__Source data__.
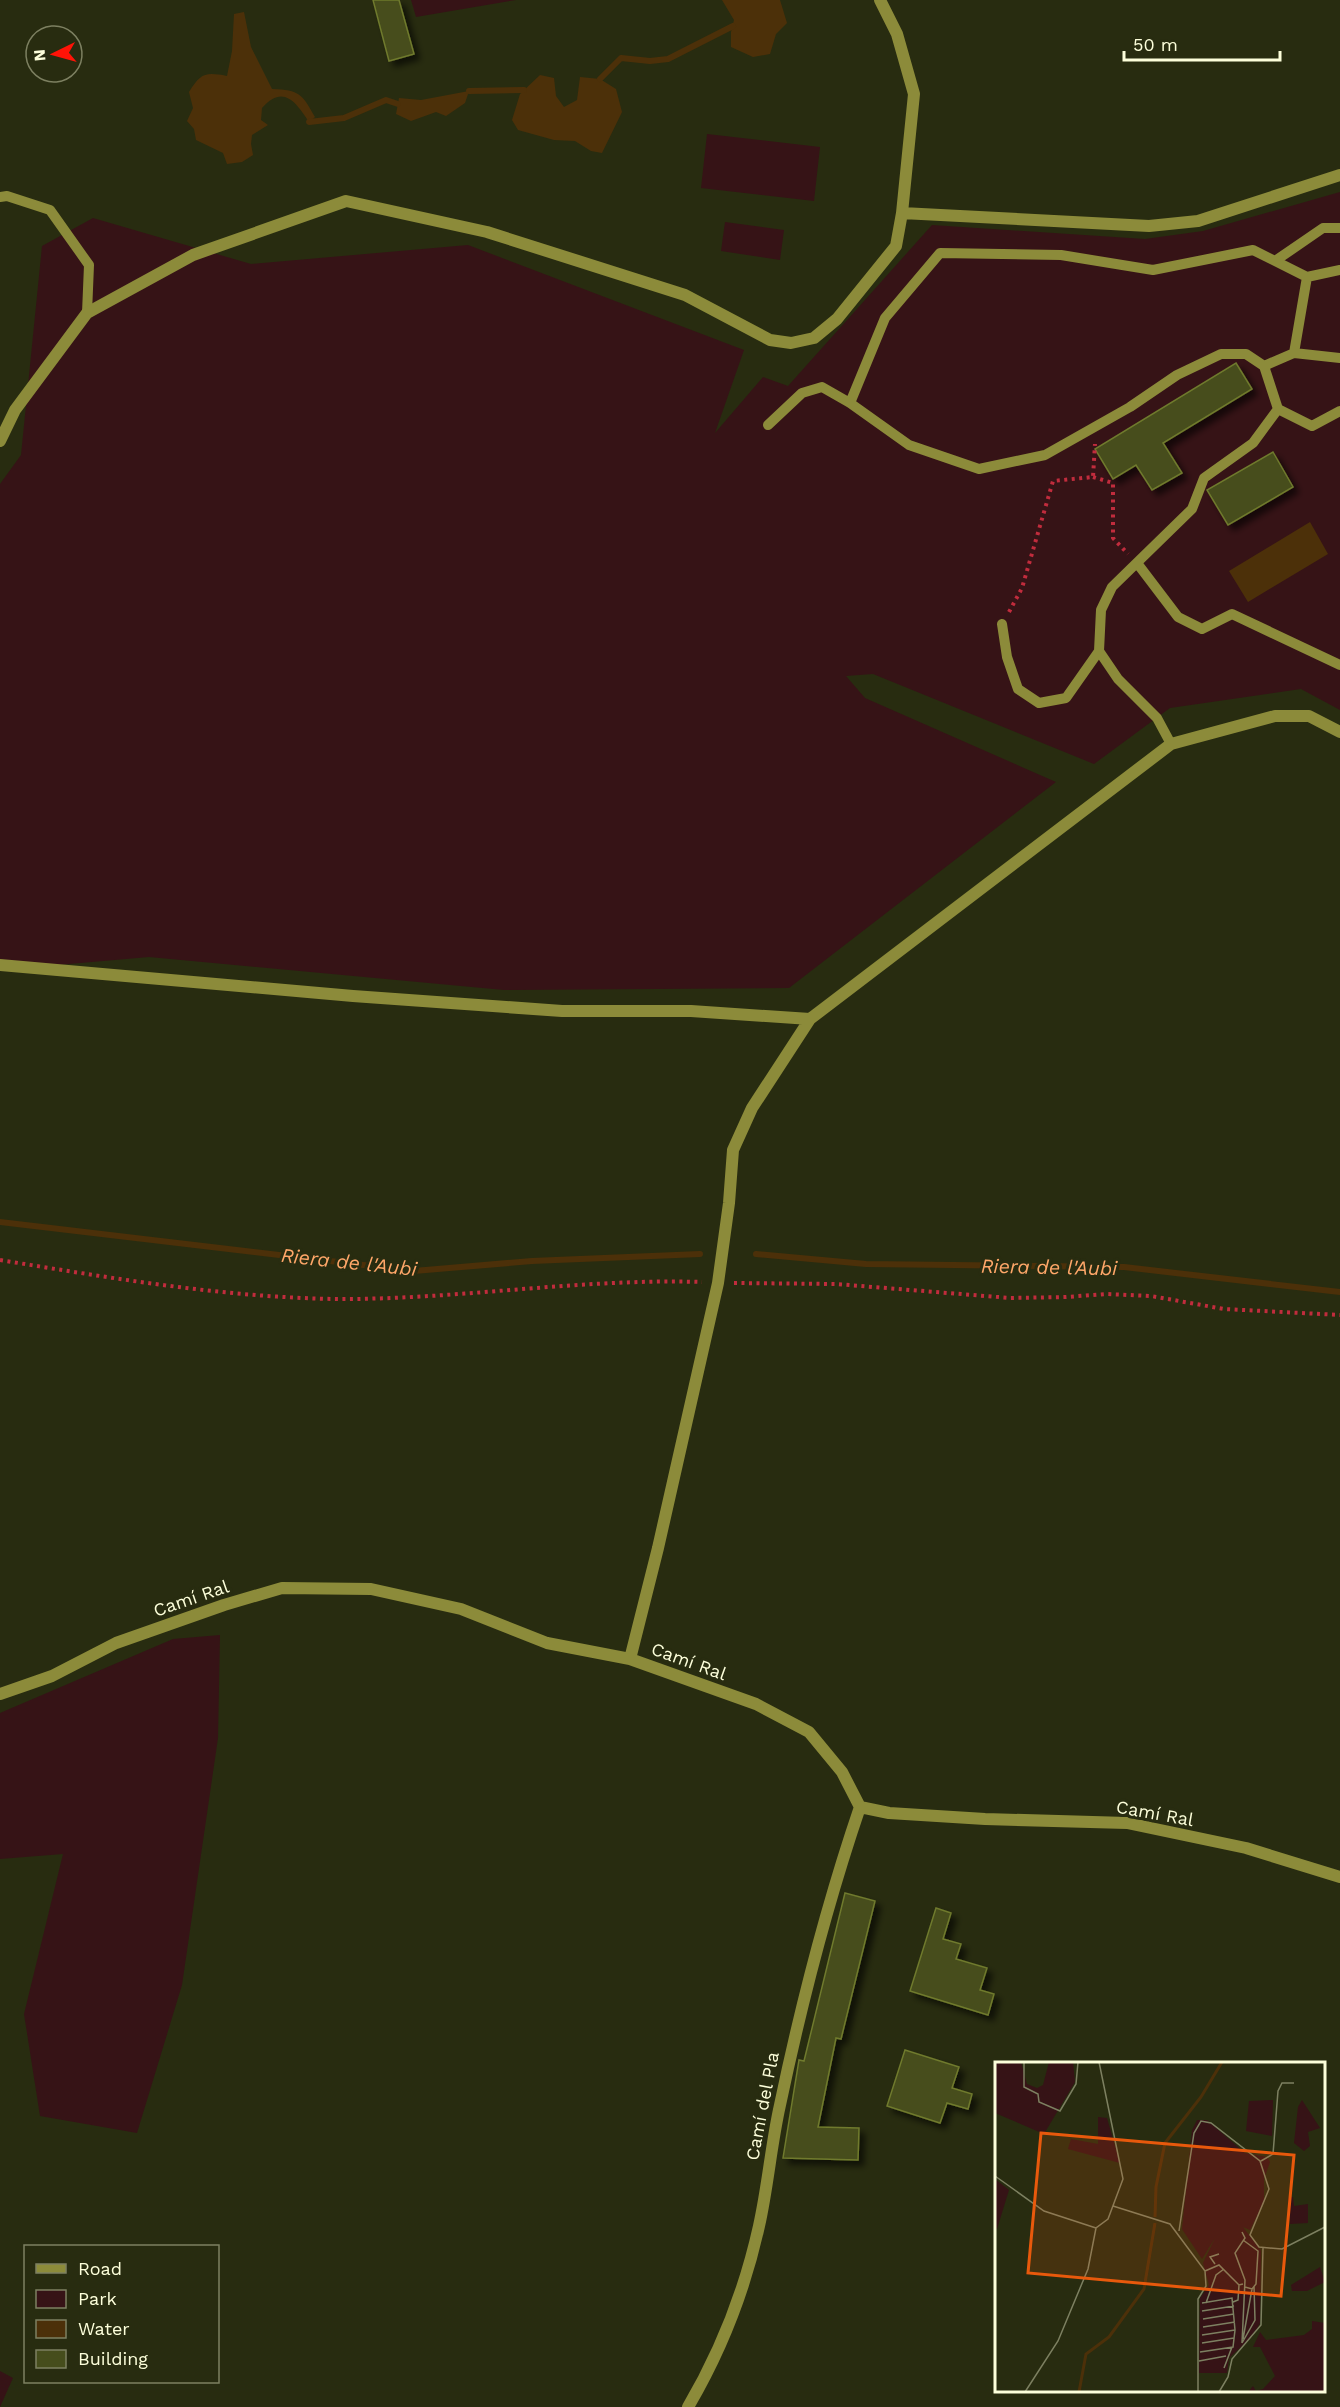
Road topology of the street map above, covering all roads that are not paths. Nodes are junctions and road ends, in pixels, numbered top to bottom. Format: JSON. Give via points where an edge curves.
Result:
{"nodes":[{"id":1,"x":880,"y":0,"type":"edge"},
{"id":2,"x":1340,"y":175,"type":"edge"},
{"id":3,"x":0,"y":196,"type":"edge"},
{"id":4,"x":902,"y":213,"type":"junction"},
{"id":5,"x":1340,"y":228,"type":"edge"},
{"id":6,"x":1275,"y":261,"type":"junction"},
{"id":7,"x":1340,"y":270,"type":"edge"},
{"id":8,"x":1307,"y":277,"type":"junction"},
{"id":9,"x":87,"y":314,"type":"junction"},
{"id":10,"x":1294,"y":352,"type":"junction"},
{"id":11,"x":1340,"y":358,"type":"edge"},
{"id":12,"x":1264,"y":366,"type":"junction"},
{"id":13,"x":850,"y":403,"type":"junction"},
{"id":14,"x":1278,"y":409,"type":"junction"},
{"id":15,"x":1340,"y":411,"type":"edge"},
{"id":16,"x":768,"y":425,"type":"dead end"},
{"id":17,"x":0,"y":441,"type":"edge"},
{"id":18,"x":1137,"y":563,"type":"junction"},
{"id":19,"x":1002,"y":624,"type":"road end"},
{"id":20,"x":1099,"y":651,"type":"junction"},
{"id":21,"x":1340,"y":665,"type":"edge"},
{"id":22,"x":1340,"y":732,"type":"edge"},
{"id":23,"x":1171,"y":744,"type":"junction"},
{"id":24,"x":0,"y":965,"type":"edge"},
{"id":25,"x":810,"y":1020,"type":"junction"},
{"id":26,"x":630,"y":1659,"type":"junction"},
{"id":27,"x":0,"y":1694,"type":"edge"},
{"id":28,"x":860,"y":1807,"type":"junction"},
{"id":29,"x":1340,"y":1877,"type":"edge"},
{"id":30,"x":688,"y":2407,"type":"edge"}],
"edges":[{"from":1,"to":4,"type":"street","via":[[897,34],[914,94]]},
{"from":2,"to":4,"type":"street","via":[[1198,221],[1149,226]]},
{"from":3,"to":9,"type":"lane","via":[[50,210],[89,265]]},
{"from":4,"to":9,"type":"street","via":[[896,246],[837,319],[814,338],[791,343],[771,340],[685,295],[542,249],[487,232],[346,201],[194,255]]},
{"from":5,"to":6,"type":"lane","via":[[1323,228]]},
{"from":6,"to":8,"type":"lane"},
{"from":6,"to":13,"type":"lane","via":[[1253,250],[1153,270],[1061,255],[940,254],[885,318]]},
{"from":7,"to":8,"type":"lane"},
{"from":8,"to":10,"type":"lane"},
{"from":9,"to":17,"type":"street","via":[[15,410]]},
{"from":10,"to":11,"type":"lane"},
{"from":10,"to":12,"type":"lane"},
{"from":12,"to":13,"type":"lane","via":[[1246,354],[1221,354],[1177,375],[1095,428],[1045,454],[979,469],[909,445]]},
{"from":12,"to":14,"type":"lane"},
{"from":13,"to":16,"type":"lane","via":[[822,387],[802,393]]},
{"from":14,"to":15,"type":"lane","via":[[1312,426]]},
{"from":14,"to":18,"type":"lane","via":[[1253,443],[1204,478],[1192,509]]},
{"from":18,"to":20,"type":"lane","via":[[1112,587],[1101,610]]},
{"from":18,"to":21,"type":"lane","via":[[1178,617],[1203,629],[1232,614]]},
{"from":19,"to":20,"type":"lane","via":[[1006,657],[1018,689],[1039,703],[1066,698]]},
{"from":20,"to":23,"type":"lane","via":[[1118,679],[1157,718]]},
{"from":22,"to":23,"type":"street","via":[[1309,716],[1275,716]]},
{"from":23,"to":25,"type":"street"},
{"from":24,"to":25,"type":"street","via":[[550,1010],[691,1011]]},
{"from":25,"to":26,"type":"street","via":[[752,1108],[733,1150],[718,1283]]},
{"from":26,"to":27,"type":"street","name":"Camí Ral","via":[[547,1643],[461,1609],[371,1589],[282,1588],[116,1643],[52,1676]]},
{"from":26,"to":28,"type":"street","name":"Camí Ral","via":[[756,1704],[809,1732],[842,1772]]},
{"from":28,"to":29,"type":"street","name":"Camí Ral","via":[[889,1813],[985,1819],[1127,1823],[1246,1848]]},
{"from":28,"to":30,"type":"street","name":"Camí del Pla","via":[[793,2045],[759,2226],[735,2310]]}]}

__Exercise aim__.
Word for word, give back each entry from above, but skip any picture.

__Task response__.
Road topology of the street map above, covering all roads that are not paths. Nodes are junctions and road ends, in pixels, numbered top to bottom. Format: JSON. Give via points where an edge curves.
Result:
{"nodes":[{"id":1,"x":880,"y":0,"type":"edge"},
{"id":2,"x":1340,"y":175,"type":"edge"},
{"id":3,"x":0,"y":196,"type":"edge"},
{"id":4,"x":902,"y":213,"type":"junction"},
{"id":5,"x":1340,"y":228,"type":"edge"},
{"id":6,"x":1275,"y":261,"type":"junction"},
{"id":7,"x":1340,"y":270,"type":"edge"},
{"id":8,"x":1307,"y":277,"type":"junction"},
{"id":9,"x":87,"y":314,"type":"junction"},
{"id":10,"x":1294,"y":352,"type":"junction"},
{"id":11,"x":1340,"y":358,"type":"edge"},
{"id":12,"x":1264,"y":366,"type":"junction"},
{"id":13,"x":850,"y":403,"type":"junction"},
{"id":14,"x":1278,"y":409,"type":"junction"},
{"id":15,"x":1340,"y":411,"type":"edge"},
{"id":16,"x":768,"y":425,"type":"dead end"},
{"id":17,"x":0,"y":441,"type":"edge"},
{"id":18,"x":1137,"y":563,"type":"junction"},
{"id":19,"x":1002,"y":624,"type":"road end"},
{"id":20,"x":1099,"y":651,"type":"junction"},
{"id":21,"x":1340,"y":665,"type":"edge"},
{"id":22,"x":1340,"y":732,"type":"edge"},
{"id":23,"x":1171,"y":744,"type":"junction"},
{"id":24,"x":0,"y":965,"type":"edge"},
{"id":25,"x":810,"y":1020,"type":"junction"},
{"id":26,"x":630,"y":1659,"type":"junction"},
{"id":27,"x":0,"y":1694,"type":"edge"},
{"id":28,"x":860,"y":1807,"type":"junction"},
{"id":29,"x":1340,"y":1877,"type":"edge"},
{"id":30,"x":688,"y":2407,"type":"edge"}],
"edges":[{"from":1,"to":4,"type":"street","via":[[897,34],[914,94]]},
{"from":2,"to":4,"type":"street","via":[[1198,221],[1149,226]]},
{"from":3,"to":9,"type":"lane","via":[[50,210],[89,265]]},
{"from":4,"to":9,"type":"street","via":[[896,246],[837,319],[814,338],[791,343],[771,340],[685,295],[542,249],[487,232],[346,201],[194,255]]},
{"from":5,"to":6,"type":"lane","via":[[1323,228]]},
{"from":6,"to":8,"type":"lane"},
{"from":6,"to":13,"type":"lane","via":[[1253,250],[1153,270],[1061,255],[940,254],[885,318]]},
{"from":7,"to":8,"type":"lane"},
{"from":8,"to":10,"type":"lane"},
{"from":9,"to":17,"type":"street","via":[[15,410]]},
{"from":10,"to":11,"type":"lane"},
{"from":10,"to":12,"type":"lane"},
{"from":12,"to":13,"type":"lane","via":[[1246,354],[1221,354],[1177,375],[1095,428],[1045,454],[979,469],[909,445]]},
{"from":12,"to":14,"type":"lane"},
{"from":13,"to":16,"type":"lane","via":[[822,387],[802,393]]},
{"from":14,"to":15,"type":"lane","via":[[1312,426]]},
{"from":14,"to":18,"type":"lane","via":[[1253,443],[1204,478],[1192,509]]},
{"from":18,"to":20,"type":"lane","via":[[1112,587],[1101,610]]},
{"from":18,"to":21,"type":"lane","via":[[1178,617],[1203,629],[1232,614]]},
{"from":19,"to":20,"type":"lane","via":[[1006,657],[1018,689],[1039,703],[1066,698]]},
{"from":20,"to":23,"type":"lane","via":[[1118,679],[1157,718]]},
{"from":22,"to":23,"type":"street","via":[[1309,716],[1275,716]]},
{"from":23,"to":25,"type":"street"},
{"from":24,"to":25,"type":"street","via":[[550,1010],[691,1011]]},
{"from":25,"to":26,"type":"street","via":[[752,1108],[733,1150],[718,1283]]},
{"from":26,"to":27,"type":"street","name":"Camí Ral","via":[[547,1643],[461,1609],[371,1589],[282,1588],[116,1643],[52,1676]]},
{"from":26,"to":28,"type":"street","name":"Camí Ral","via":[[756,1704],[809,1732],[842,1772]]},
{"from":28,"to":29,"type":"street","name":"Camí Ral","via":[[889,1813],[985,1819],[1127,1823],[1246,1848]]},
{"from":28,"to":30,"type":"street","name":"Camí del Pla","via":[[793,2045],[759,2226],[735,2310]]}]}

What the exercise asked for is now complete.